- Founded: 25 February 1947
- Dissolved: 1949
- Merger of: Japan Cooperative Party
- Succeeded by: New Farmers Party
- Ideology: Agrarianism Cooperativism
- Political position: Centre

= Japan Farmers Party (1947–1949) =

The Japan Farmers Party (日本農民党, Nihon Nōmintō) was a political party in Japan.

==History==
The origins of the Japan Farmers Party can be traced back to the 'second' Japan Cooperative Party, which was formed in September 1946 by members of the 'former' Japan Cooperative Party, which had split from the Cooperative Democratic Party. The party was established by Katsutarō Kita and four independent members of the House of Representatives on 25 February 1947. Kita had previously formed the Japan Cooperative Party in August 1946. However, three of them, including Kita, were removed from the House of Representatives shortly afterwards as part of the post-war purge. When the party was founded, it had only five members in National Diet.

In the 1947 general elections, three of the party's twelve candidates were elected, giving them four seats. And a further four representatives joined the party after the elections. Thus, the party gained eight seats, becoming the second smallest party in the National Diet. Of the original founding members, only Shirō Nakano survived the purge and 1947 election. More than half of the party members were leaders of agricultural organisations associated with the rural youth league movement, which was spearheaded by the Hokkaido and Fukuoka branches of the National Rural Youth League (Zennōseiren). After talks about a merger with the National Cooperative Party failed due to the opposition of Nakano, the chairman of the party's central committee, the party considered renaming itself the New Farmers Party.

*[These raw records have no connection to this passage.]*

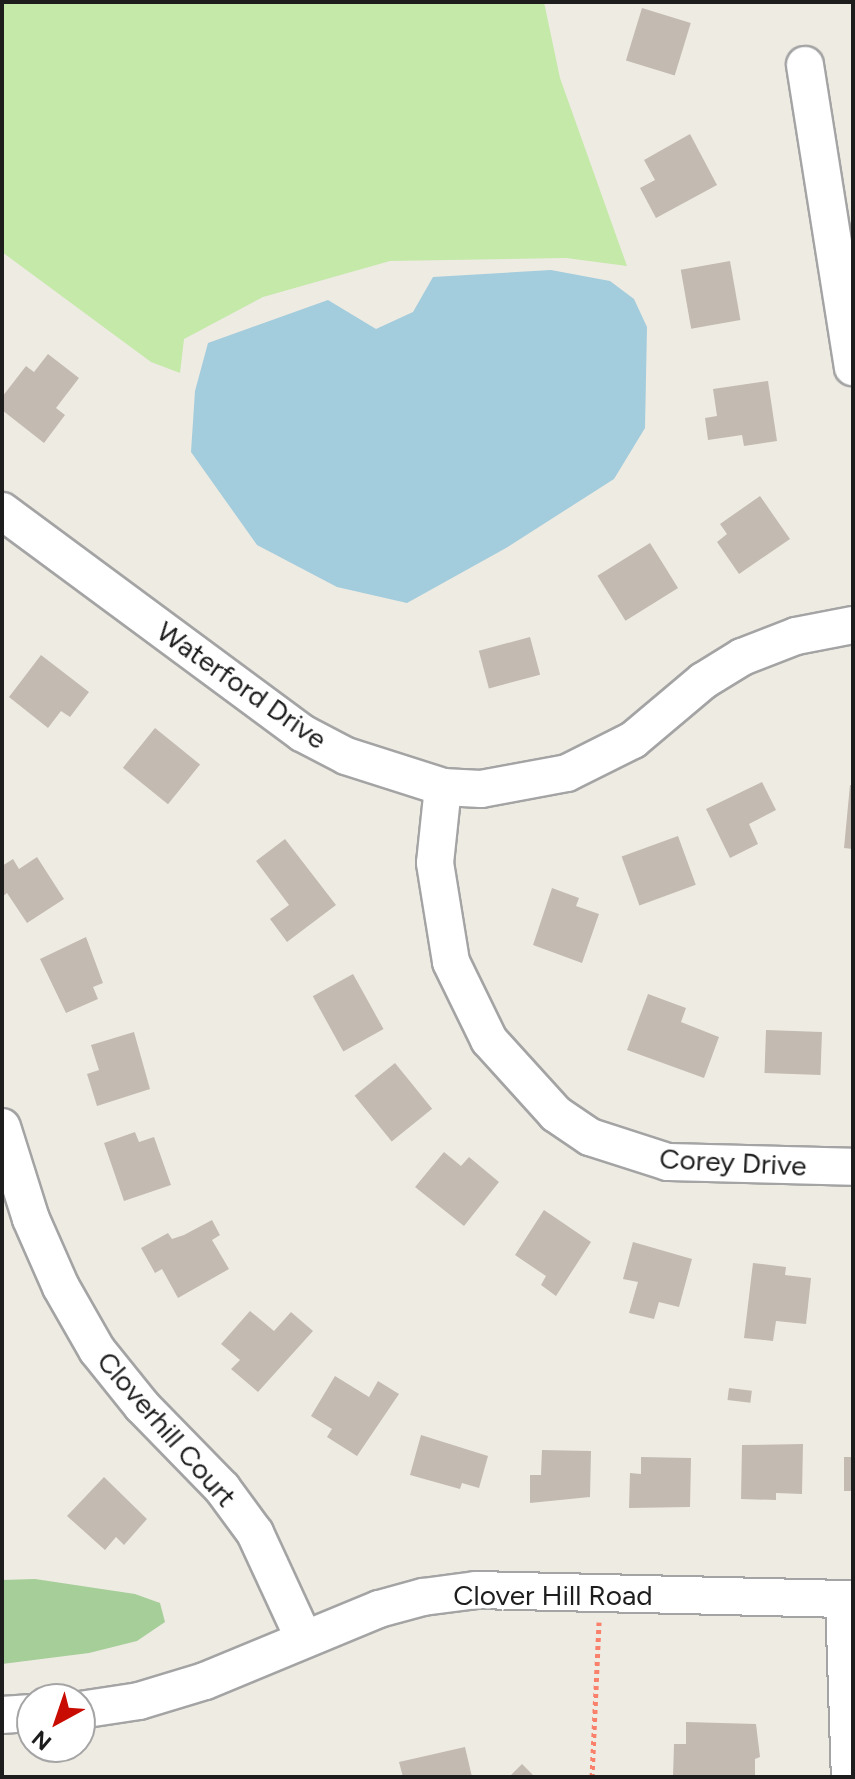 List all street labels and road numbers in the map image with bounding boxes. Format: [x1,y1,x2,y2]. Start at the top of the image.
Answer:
street label: Waterford Drive [151,614,333,756]
street label: Corey Drive [659,1141,807,1183]
street label: Cloverhill Court [90,1345,244,1513]
street label: Clover Hill Road [453,1578,653,1612] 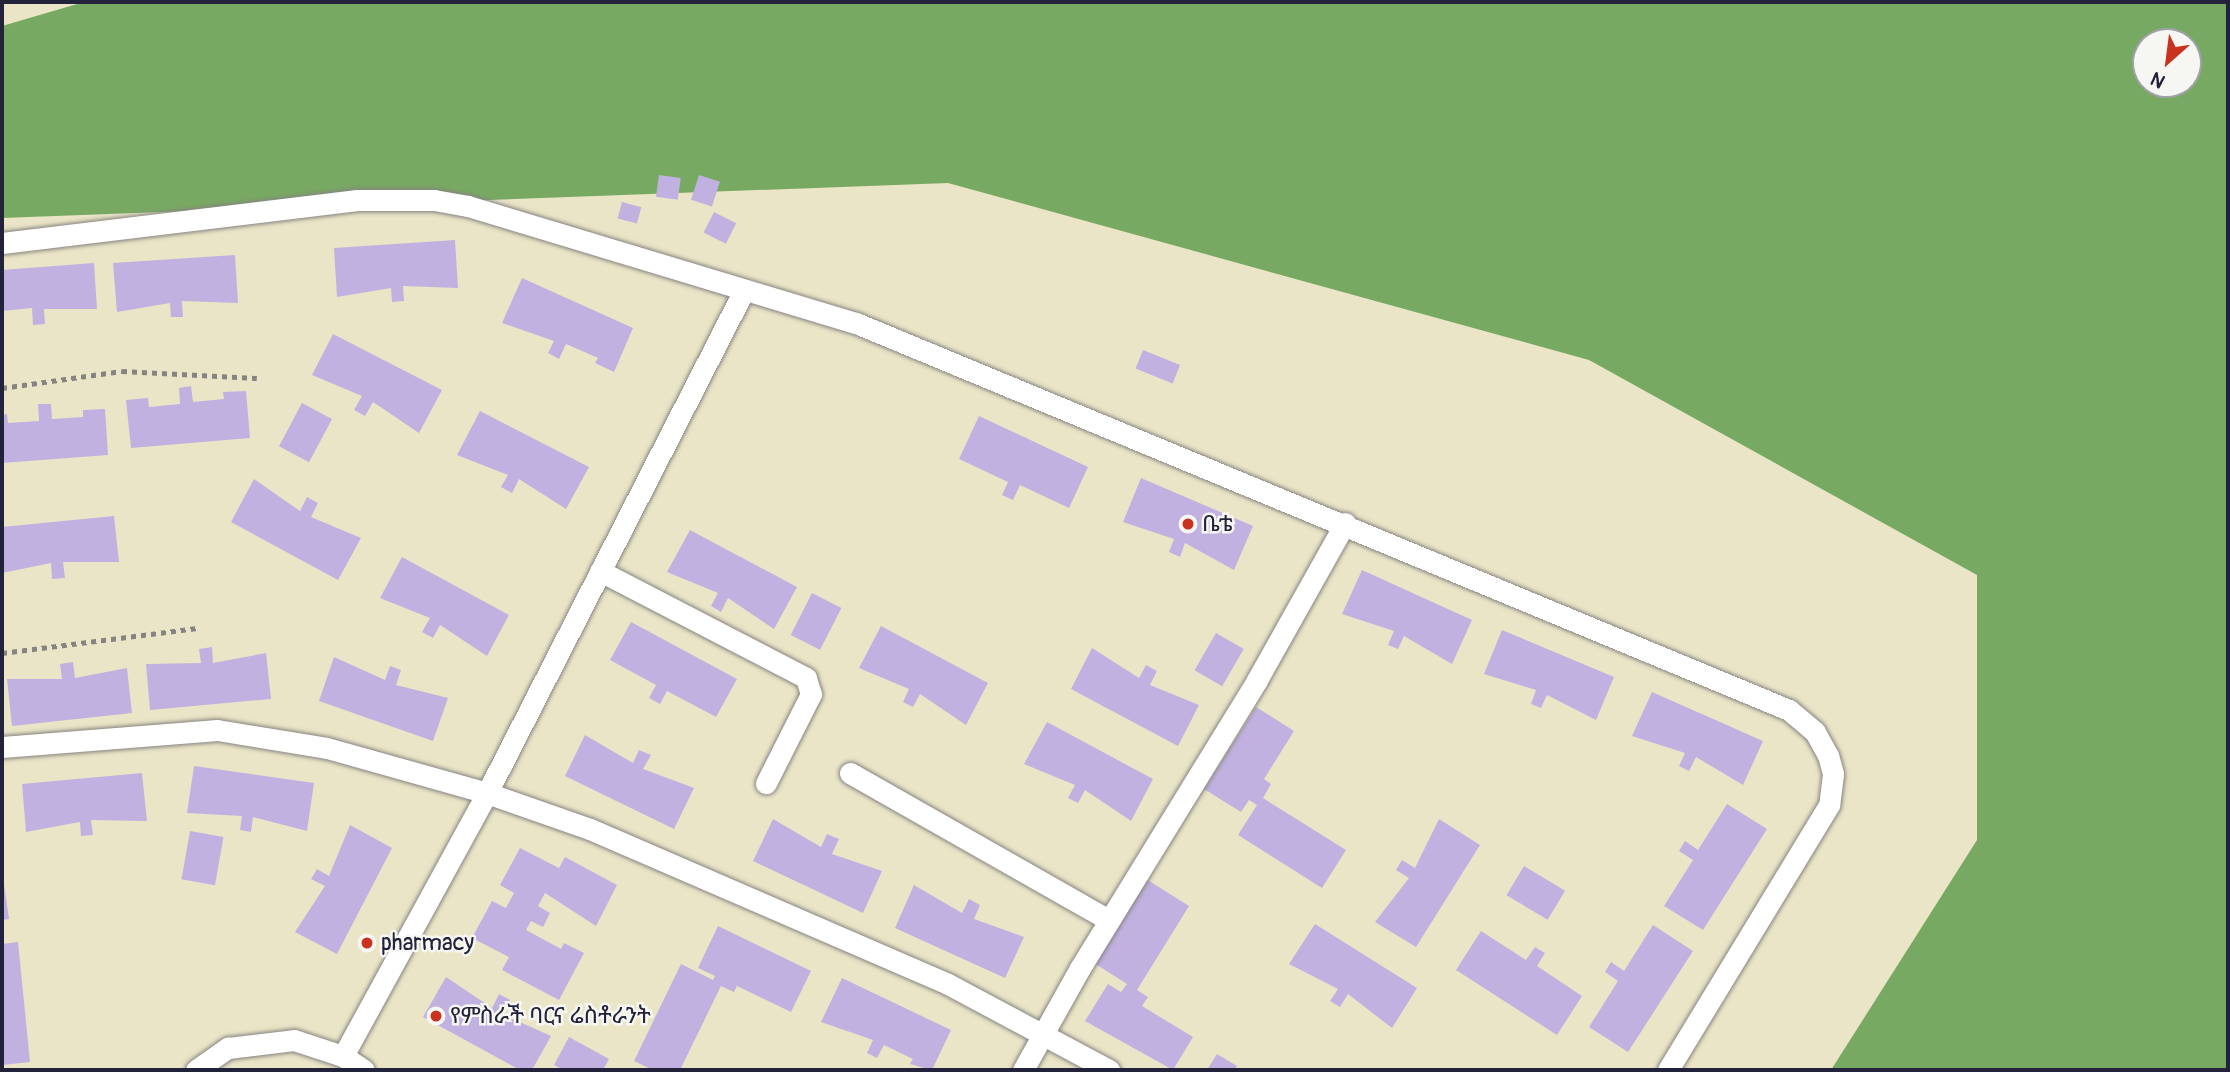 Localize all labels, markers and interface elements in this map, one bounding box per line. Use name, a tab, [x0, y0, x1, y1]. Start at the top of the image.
north arrow	[2132, 28, 2202, 98]
text: N	[2147, 66, 2169, 93]
place label: ቤቴ	[1202, 510, 1233, 538]
marker: ቤቴ	[1180, 516, 1196, 532]
place label: pharmacy	[381, 929, 474, 957]
marker: pharmacy	[359, 935, 375, 951]
place label: የምስራች ባርና ሬስቶራንት	[450, 1002, 651, 1030]
marker: የምስራች ባርና ሬስቶራንት	[428, 1008, 444, 1024] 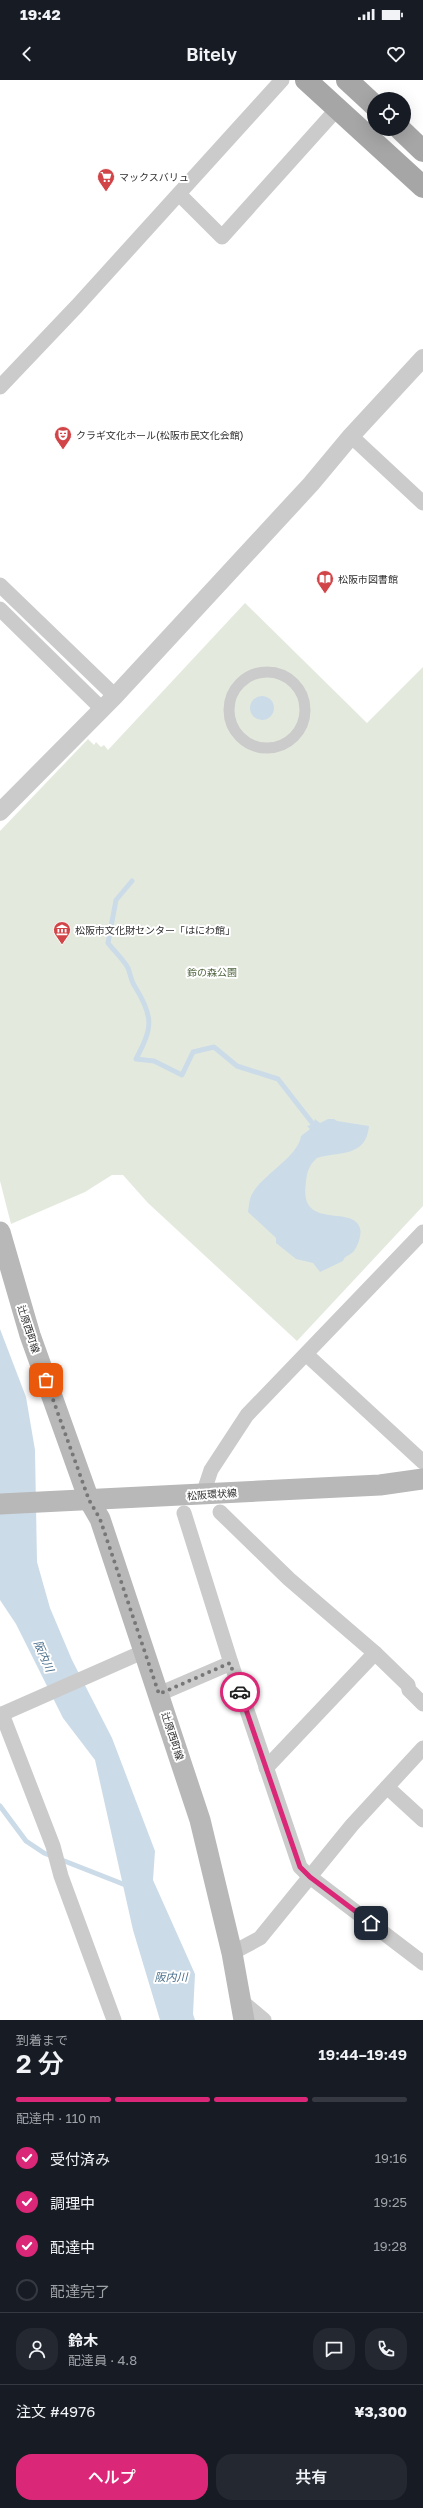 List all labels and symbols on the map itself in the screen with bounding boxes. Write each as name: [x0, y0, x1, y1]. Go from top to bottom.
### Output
supermarket icon: マックスバリュ: [96, 167, 116, 192]
place label: マックスバリュ: [119, 171, 189, 183]
theatre icon: クラギ文化ホール(松阪市民文化会館): [53, 425, 73, 450]
place label: クラギ文化ホール(松阪市民文化会館): [76, 429, 244, 441]
library icon: 松阪市図書館: [315, 569, 335, 594]
place label: 松阪市図書館: [338, 573, 398, 585]
museum icon: 松阪市文化財センター「はにわ館」: [52, 920, 72, 945]
place label: 松阪市文化財センター「はにわ館」: [75, 924, 235, 936]
park label: 鈴の森公園: [187, 966, 237, 978]
street label: 辻原西町線: [16, 1303, 42, 1355]
pin: [29, 1363, 63, 1397]
street label: 松阪環状線: [187, 1486, 237, 1502]
water label: 阪内川: [32, 1638, 58, 1674]
courier: [220, 1672, 260, 1712]
street label: 辻原西町線: [160, 1710, 186, 1762]
pin: [354, 1906, 388, 1940]
water label: 阪内川: [155, 1970, 188, 1983] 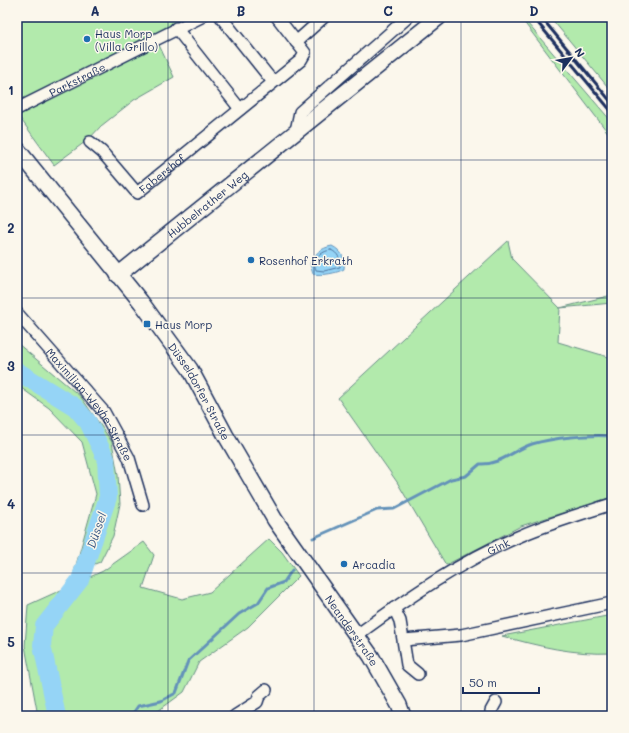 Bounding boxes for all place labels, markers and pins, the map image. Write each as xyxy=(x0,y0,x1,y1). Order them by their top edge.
place label: Haus Morp (Villa Grillo) xyxy=(95,26,158,54)
marker: Haus Morp (Villa Grillo) xyxy=(82,34,92,44)
place label: Rosenhof Erkrath xyxy=(259,253,352,268)
marker: Rosenhof Erkrath xyxy=(246,255,256,265)
place label: Haus Morp xyxy=(155,317,212,332)
marker: Haus Morp xyxy=(142,319,152,329)
place label: Arcadia xyxy=(352,557,396,572)
marker: Arcadia xyxy=(339,559,349,569) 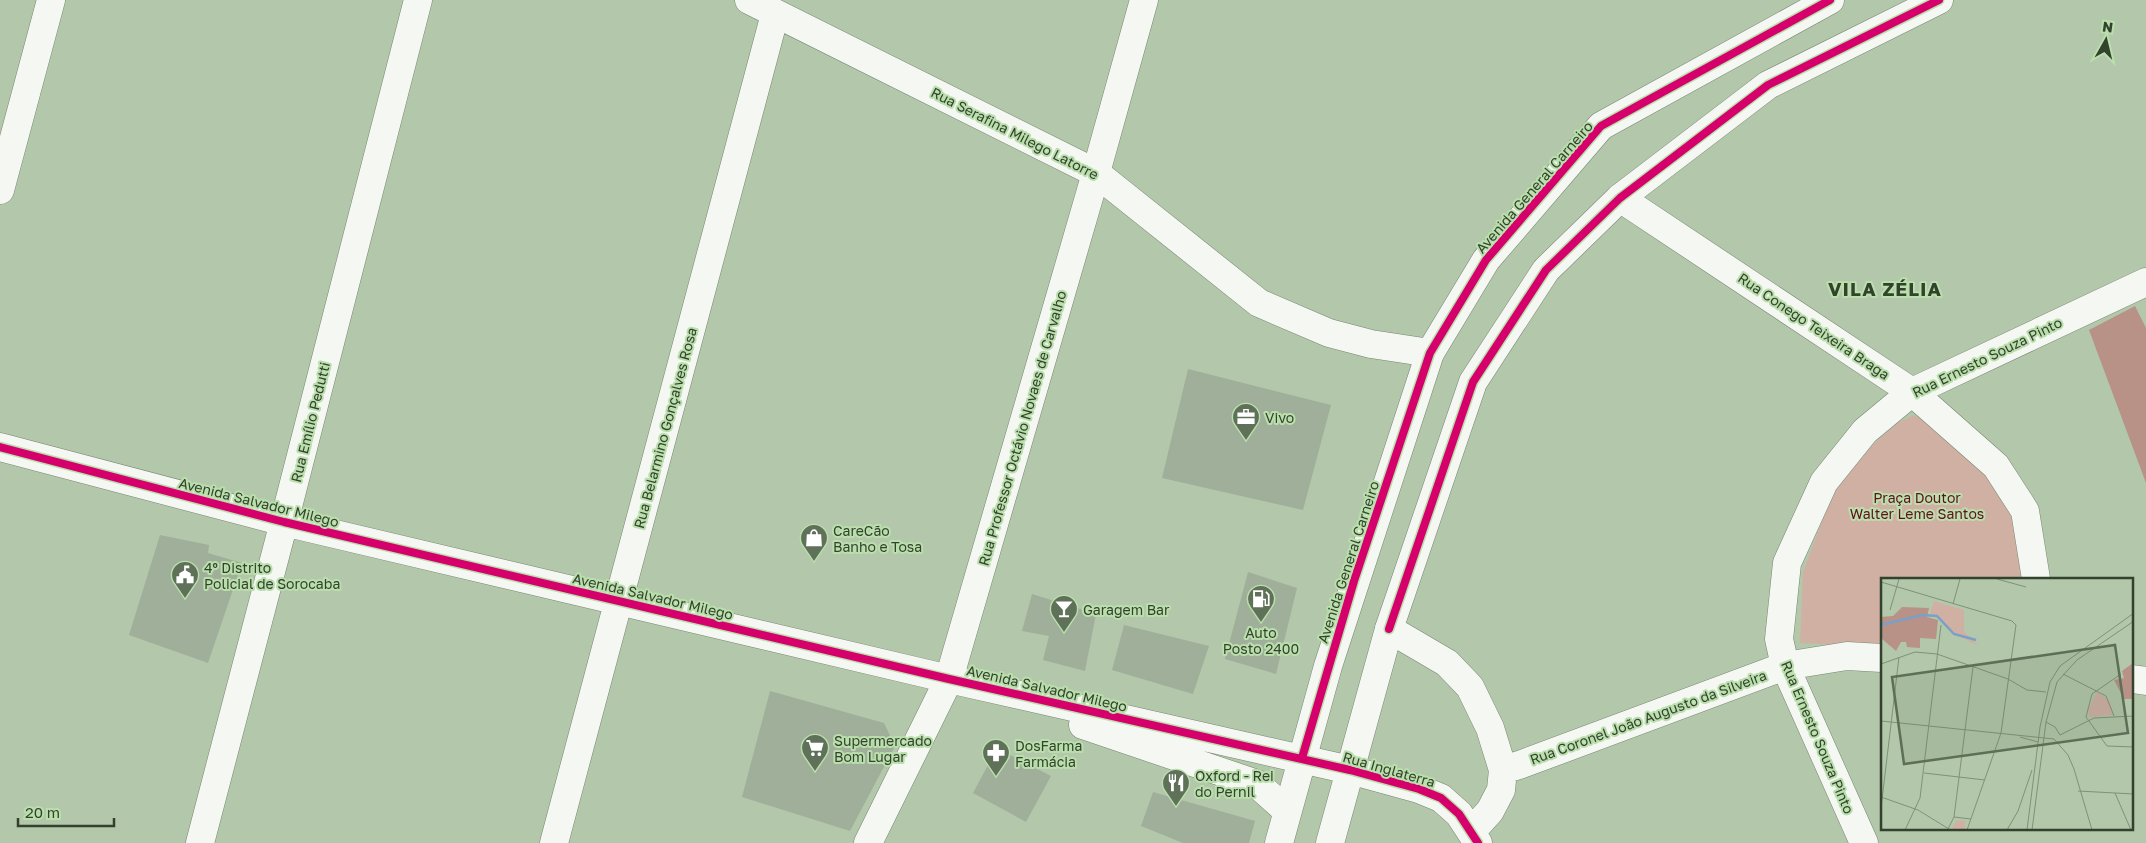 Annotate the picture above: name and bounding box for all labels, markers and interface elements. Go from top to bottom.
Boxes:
north arrow [2081,15,2131,65]
text: N [2101,17,2114,36]
street label: Rua Serafina Milego Latorre [928,83,1102,183]
street label: Avenida General Carneiro [1472,117,1596,257]
street label: Rua Conego Teixeira Braga [1735,269,1893,383]
district label: VILA ZÉLIA [1828,277,1942,300]
street label: Rua Professor Octávio Novaes de Carvalho [974,288,1070,568]
street label: Rua Ernesto Souza Pinto [1909,313,2065,401]
street label: Rua Belarmino Gonçalves Rosa [630,326,700,530]
street label: Rua Emílio Pedutti [287,360,333,484]
office icon: Vivo [1231,402,1261,441]
place label: Vivo [1265,409,1294,426]
street label: Avenida Salvador Milego [177,474,341,530]
street label: Avenida General Carneiro [1314,479,1382,645]
park label: Praça Doutor Walter Leme Santos [1850,489,1984,522]
place label: CareCão Banho e Tosa [833,522,922,555]
shop icon: CareCão Banho e Tosa [799,523,829,562]
place label: 4º Distrito Policial de Sorocaba [204,559,340,592]
public building icon: 4º Distrito Policial de Sorocaba [170,560,200,599]
street label: Avenida Salvador Milego [571,569,735,623]
inset map [1881,578,2134,830]
fuel station icon: Auto Posto 2400 [1246,584,1276,623]
bar icon: Garagem Bar [1049,594,1079,633]
place label: Garagem Bar [1083,601,1170,618]
place label: Auto Posto 2400 [1223,624,1299,657]
street label: Rua Ernesto Souza Pinto [1778,658,1858,816]
street label: Avenida Salvador Milego [965,661,1129,715]
street label: Rua Coronel João Augusto da Silveira [1527,666,1769,768]
place label: Supermercado Bom Lugar [834,732,932,765]
supermarket icon: Supermercado Bom Lugar [800,733,830,772]
place label: DosFarma Farmácia [1015,737,1082,770]
pharmacy icon: DosFarma Farmácia [981,738,1011,777]
street label: Rua Inglaterra [1341,748,1437,790]
place label: Oxford - Rei do Pernil [1195,767,1274,800]
restaurant icon: Oxford - Rei do Pernil [1161,768,1191,807]
scale bar [18,796,114,828]
text: 20 m [25,803,60,821]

The party continued to operate as a minority party until November 1948. However, in the same year, the Zennōseiren sponsored the National Council for Mobilising Farmers' Political Power (Nōmin Seiji Ryoku Kesshū Zenkoku Kyōgikai) in order to inject new vitality into the farmers' political movement. The council had agreed to the formation of a new party. As a result, the Japan Farmers Party was dissolved. In December 1948, some former members of the party merged with a small group that had split from the National Cooperative Party to form the New Farmers Party (Nōmin Shintō). The 1949 general elections saw the party reduced to a single seat and it was disbanded thereafter, and effectively replaced by the New Farmers Party.

== Ideology and policies ==
The Japan Farmers Party continued to adhere to cooperativism as a core principle of its party organization. The party aimed to return to the original purpose of Kōtarō Sengoku's Japan Cooperative Party, namely the ideal of integrating the spirit of cooperativism with agricultural interests. The party's official political ideology was by no means conservative, and essentially aimed for a centrist position that belonged neither to the left nor the right. The party rejected "dictatorship by left-wing or right-wing parties," desired the establishment of a "peaceful Japan based on the principle of cooperative unionism," and recognized the need to strongly represent the interests of farmers in the reconstruction of agriculture based on rapid production increases and improvements in food self-sufficiency.